======== DATASET EXTRACT ========

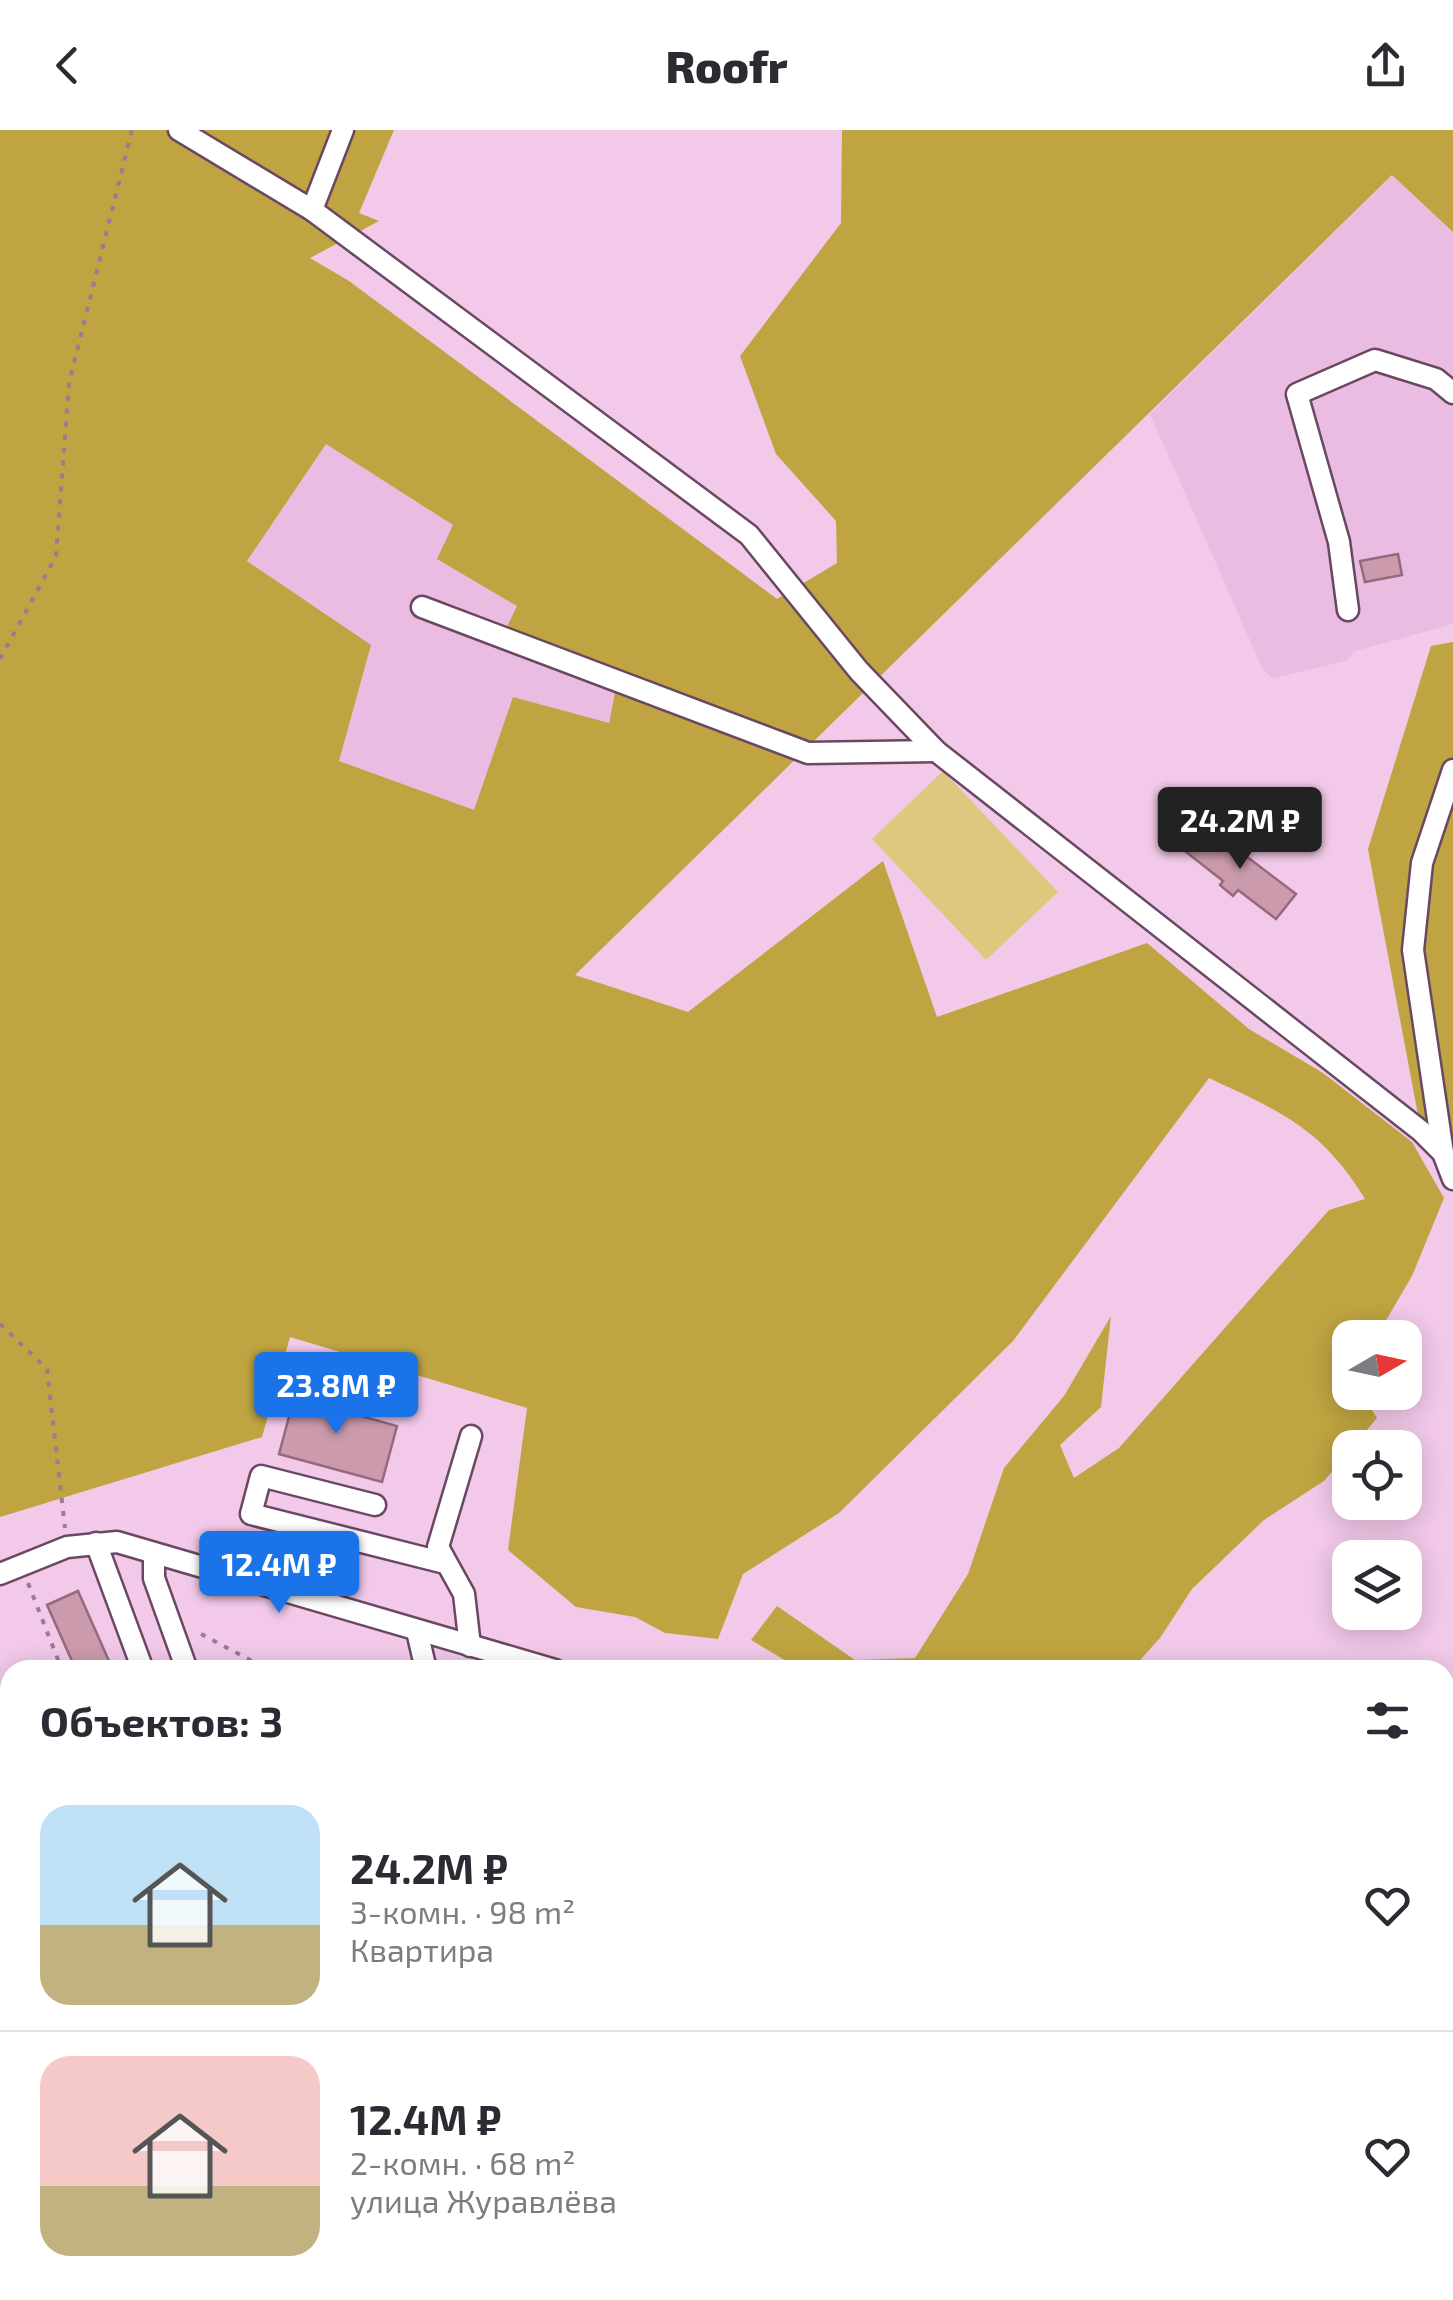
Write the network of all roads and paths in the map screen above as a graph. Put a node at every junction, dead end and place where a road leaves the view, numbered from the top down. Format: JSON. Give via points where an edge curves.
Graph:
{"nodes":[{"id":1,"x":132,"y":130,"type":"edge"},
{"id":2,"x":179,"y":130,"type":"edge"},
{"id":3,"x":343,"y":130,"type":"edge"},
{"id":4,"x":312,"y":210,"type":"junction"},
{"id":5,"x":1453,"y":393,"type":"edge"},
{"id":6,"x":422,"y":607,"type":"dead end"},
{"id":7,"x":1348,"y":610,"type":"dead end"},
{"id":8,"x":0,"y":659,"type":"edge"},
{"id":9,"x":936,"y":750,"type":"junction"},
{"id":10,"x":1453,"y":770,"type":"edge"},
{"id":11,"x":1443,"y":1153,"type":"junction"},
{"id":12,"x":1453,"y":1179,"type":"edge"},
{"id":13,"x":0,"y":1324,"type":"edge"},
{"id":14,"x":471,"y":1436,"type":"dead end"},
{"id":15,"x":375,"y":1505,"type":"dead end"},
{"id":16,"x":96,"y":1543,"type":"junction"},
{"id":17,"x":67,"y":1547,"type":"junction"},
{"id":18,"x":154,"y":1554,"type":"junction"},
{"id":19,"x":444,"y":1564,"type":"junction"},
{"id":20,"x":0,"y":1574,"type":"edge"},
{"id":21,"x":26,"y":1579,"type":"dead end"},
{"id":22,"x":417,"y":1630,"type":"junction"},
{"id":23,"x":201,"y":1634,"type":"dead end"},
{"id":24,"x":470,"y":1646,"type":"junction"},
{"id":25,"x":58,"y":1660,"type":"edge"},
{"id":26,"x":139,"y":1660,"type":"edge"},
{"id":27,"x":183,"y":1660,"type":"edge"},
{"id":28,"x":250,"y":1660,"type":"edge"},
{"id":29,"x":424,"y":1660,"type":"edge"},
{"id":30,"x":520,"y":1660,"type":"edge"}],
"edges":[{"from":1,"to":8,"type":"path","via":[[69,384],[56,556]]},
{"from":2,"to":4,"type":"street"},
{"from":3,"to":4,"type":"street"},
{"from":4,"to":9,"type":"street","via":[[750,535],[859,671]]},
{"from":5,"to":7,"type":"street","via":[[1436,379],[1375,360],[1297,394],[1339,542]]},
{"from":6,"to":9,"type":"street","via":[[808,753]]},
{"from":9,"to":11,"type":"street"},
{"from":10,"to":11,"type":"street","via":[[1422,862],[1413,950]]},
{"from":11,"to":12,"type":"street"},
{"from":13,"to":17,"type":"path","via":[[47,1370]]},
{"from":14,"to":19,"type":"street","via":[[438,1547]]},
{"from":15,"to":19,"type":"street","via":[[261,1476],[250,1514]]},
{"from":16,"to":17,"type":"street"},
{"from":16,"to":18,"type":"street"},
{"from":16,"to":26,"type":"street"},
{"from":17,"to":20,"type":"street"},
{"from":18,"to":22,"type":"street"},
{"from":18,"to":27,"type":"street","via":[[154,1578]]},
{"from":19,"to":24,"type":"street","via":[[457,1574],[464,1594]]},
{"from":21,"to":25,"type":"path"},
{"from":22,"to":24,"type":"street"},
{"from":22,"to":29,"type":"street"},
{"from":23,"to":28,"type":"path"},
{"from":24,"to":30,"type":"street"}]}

========
======== DATASET EXTRACT ========

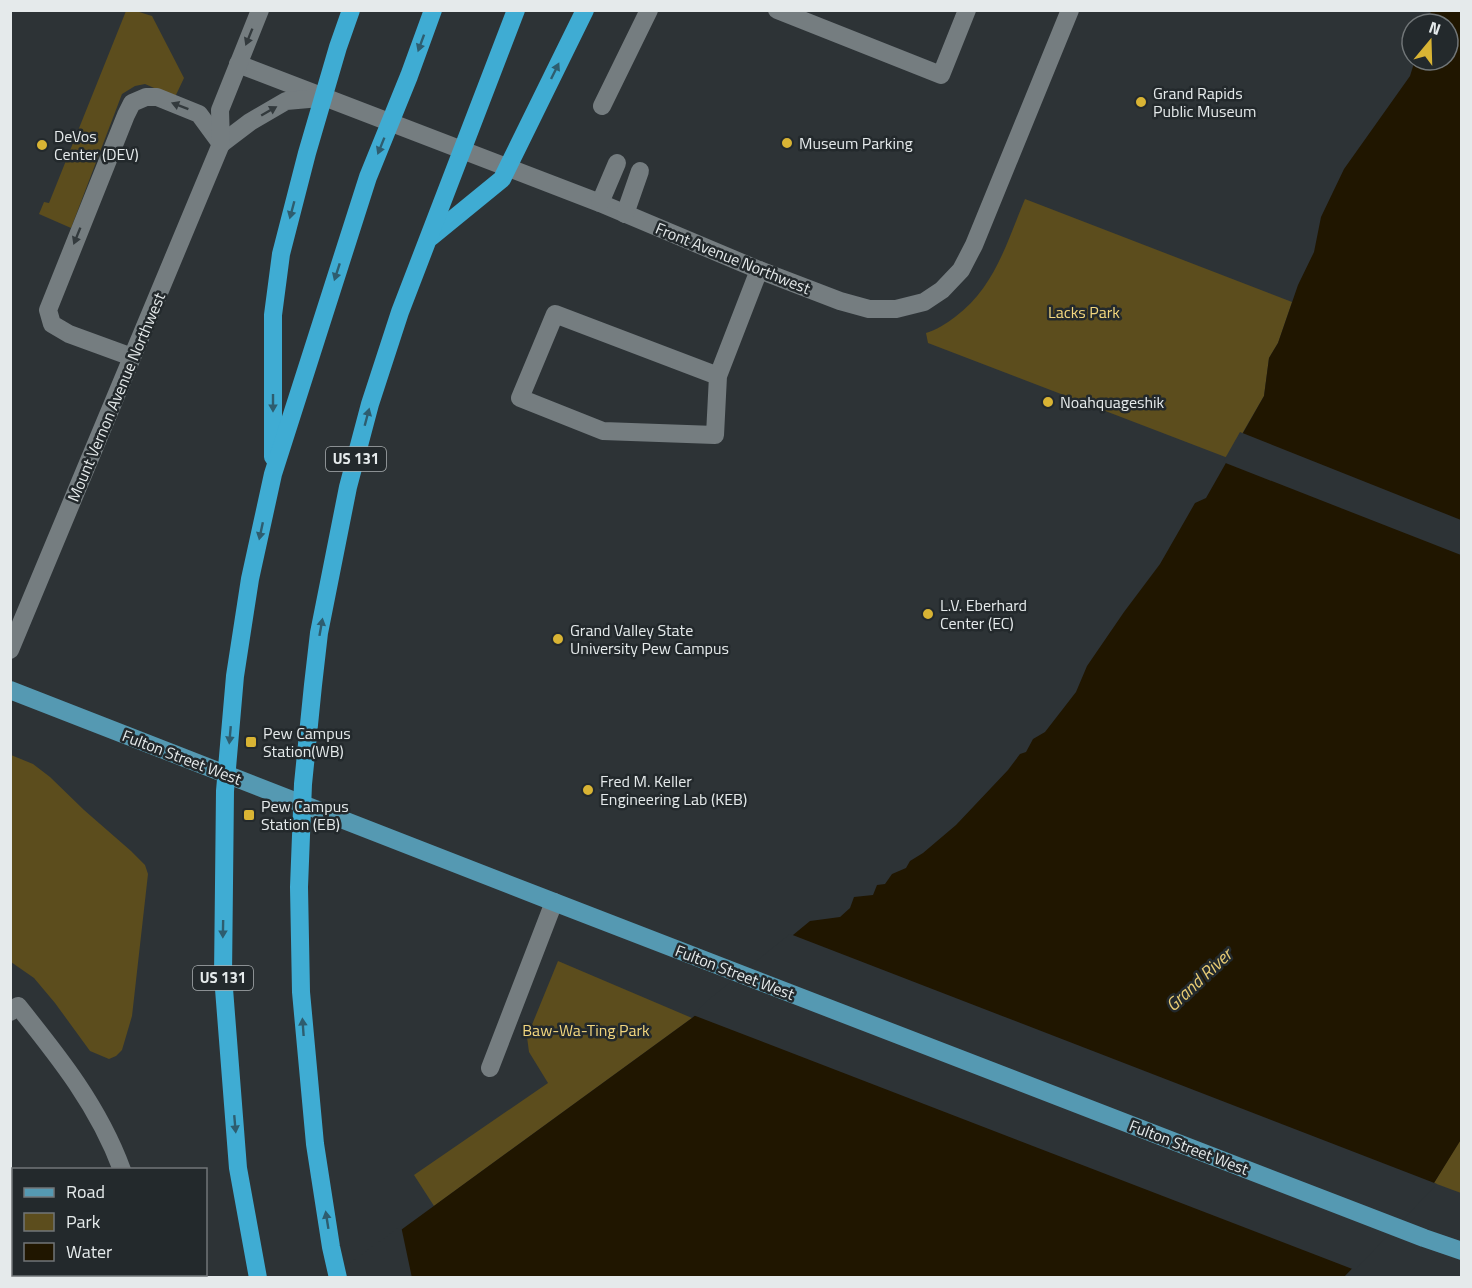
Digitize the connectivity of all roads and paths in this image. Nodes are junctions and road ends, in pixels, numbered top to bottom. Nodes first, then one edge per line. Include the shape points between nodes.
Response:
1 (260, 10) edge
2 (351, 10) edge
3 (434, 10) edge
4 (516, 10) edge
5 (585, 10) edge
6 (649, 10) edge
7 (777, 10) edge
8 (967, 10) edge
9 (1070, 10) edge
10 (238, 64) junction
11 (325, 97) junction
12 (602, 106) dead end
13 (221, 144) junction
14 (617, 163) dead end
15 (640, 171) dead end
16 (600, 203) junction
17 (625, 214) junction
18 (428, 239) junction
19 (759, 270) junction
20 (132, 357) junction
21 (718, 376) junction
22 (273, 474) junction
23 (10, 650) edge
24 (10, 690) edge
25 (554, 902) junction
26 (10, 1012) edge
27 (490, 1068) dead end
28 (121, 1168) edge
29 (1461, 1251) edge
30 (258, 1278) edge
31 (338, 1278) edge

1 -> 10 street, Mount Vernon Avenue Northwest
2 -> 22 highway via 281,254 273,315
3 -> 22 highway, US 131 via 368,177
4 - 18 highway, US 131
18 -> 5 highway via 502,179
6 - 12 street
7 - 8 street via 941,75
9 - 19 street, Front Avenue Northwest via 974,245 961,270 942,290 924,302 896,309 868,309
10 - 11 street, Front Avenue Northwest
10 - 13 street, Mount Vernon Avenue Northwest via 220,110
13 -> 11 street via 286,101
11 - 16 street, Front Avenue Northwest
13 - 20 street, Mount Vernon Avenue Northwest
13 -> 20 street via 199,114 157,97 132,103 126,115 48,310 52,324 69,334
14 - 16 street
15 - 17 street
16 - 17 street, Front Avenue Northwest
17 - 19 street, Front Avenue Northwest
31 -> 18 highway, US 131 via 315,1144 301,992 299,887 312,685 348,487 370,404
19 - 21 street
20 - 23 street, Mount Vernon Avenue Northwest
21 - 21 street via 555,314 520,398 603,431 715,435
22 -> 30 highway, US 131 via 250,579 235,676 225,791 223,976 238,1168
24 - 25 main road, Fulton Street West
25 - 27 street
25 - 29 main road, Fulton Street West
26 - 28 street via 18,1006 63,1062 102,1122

========
======== DATASET EXTRACT ========

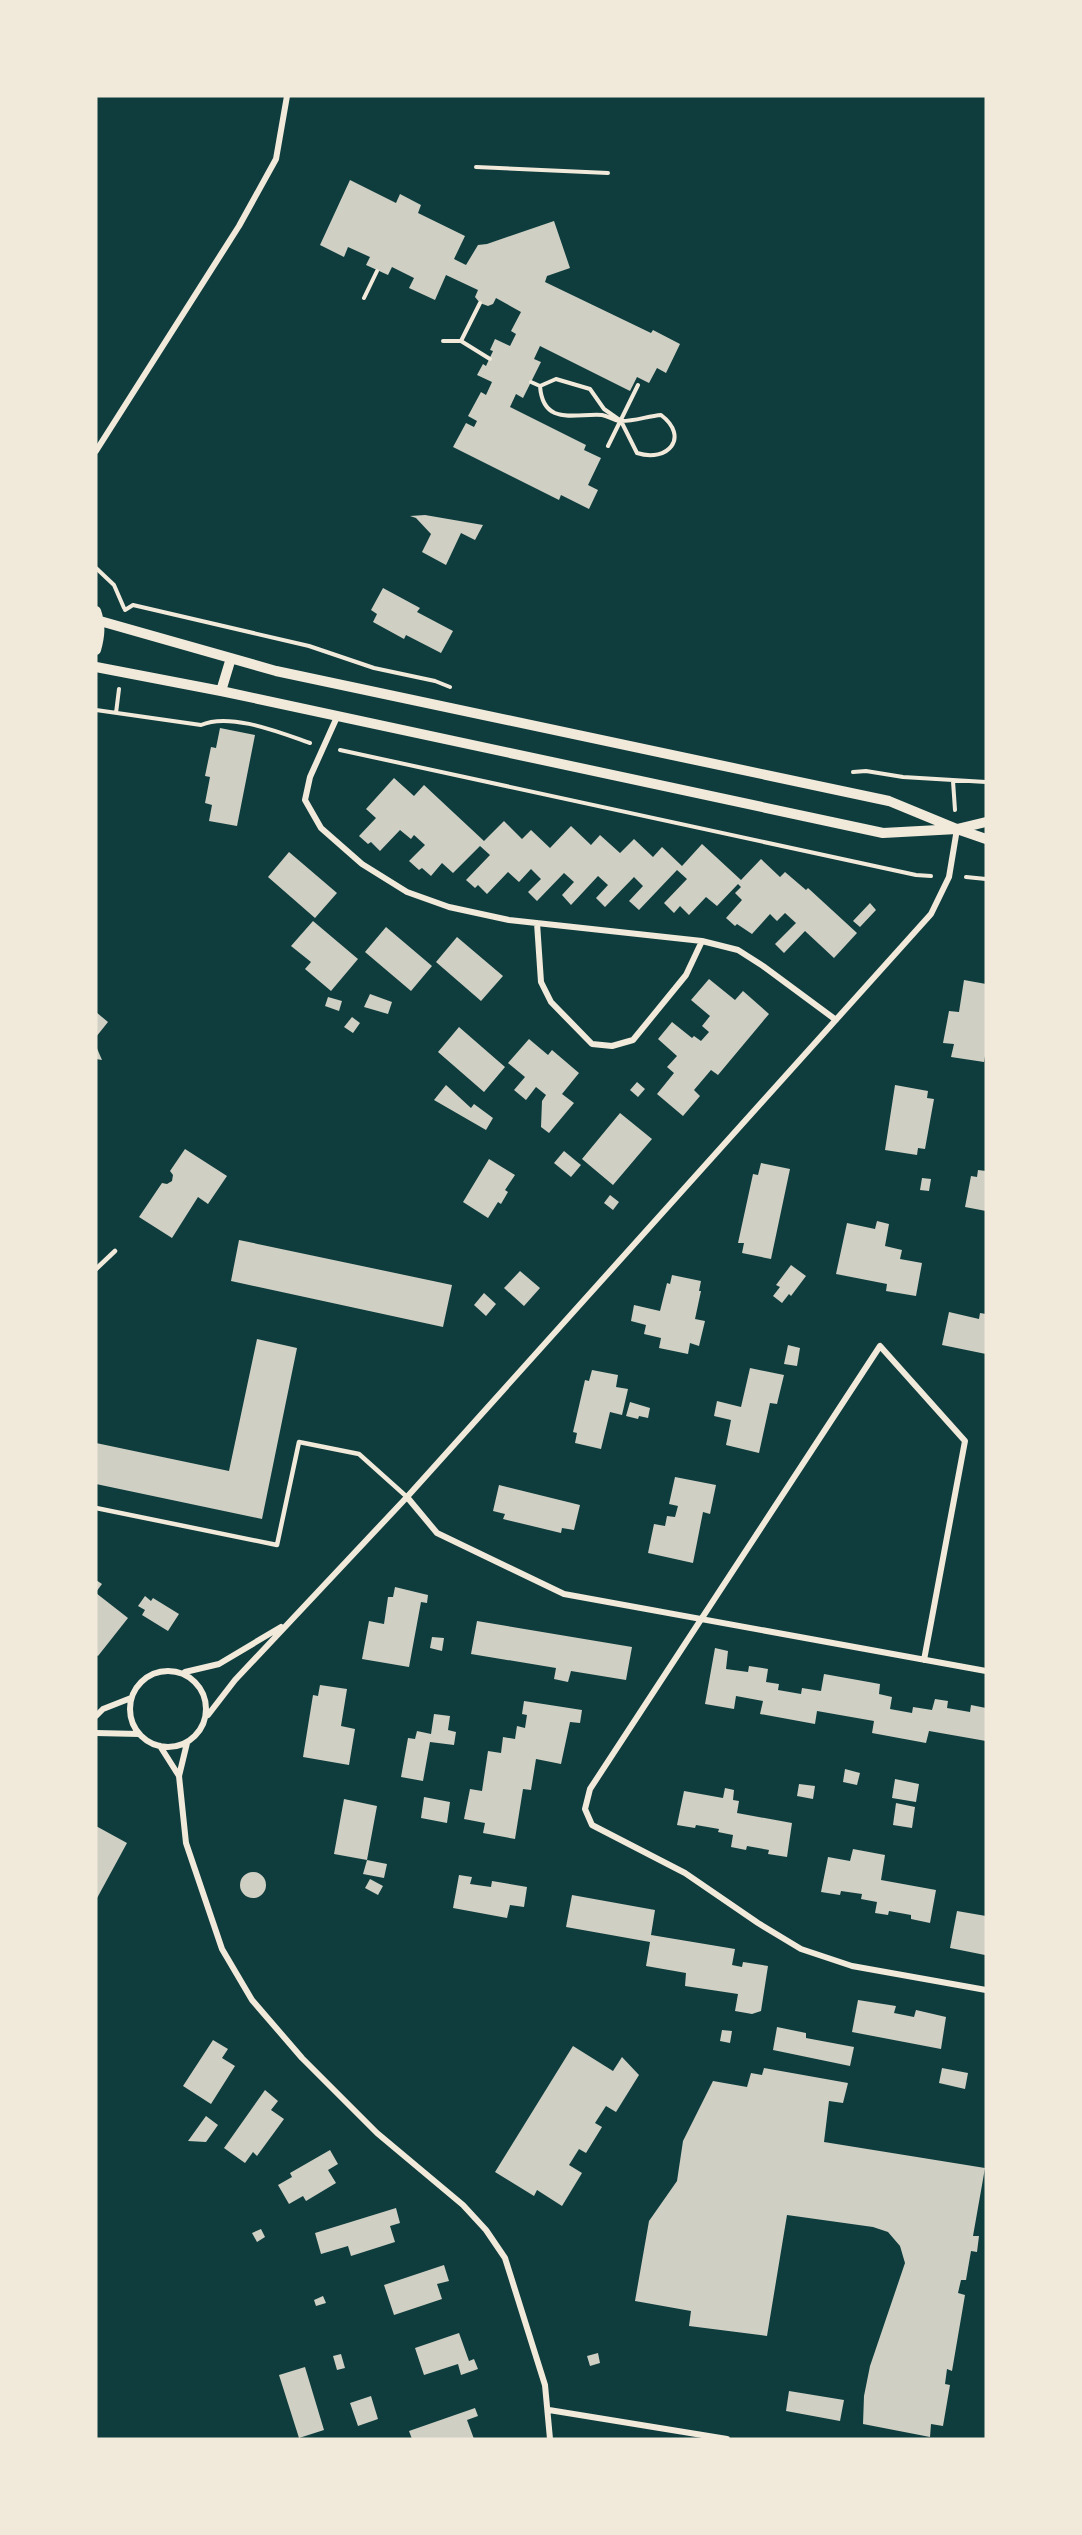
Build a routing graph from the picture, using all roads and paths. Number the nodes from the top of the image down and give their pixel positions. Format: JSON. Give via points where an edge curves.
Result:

========

▶ [REQUIRED ACTION]
How many lines in the data above hold the word "curves"? Answer with the number alone.

▶ [ANSWER SPACE]
2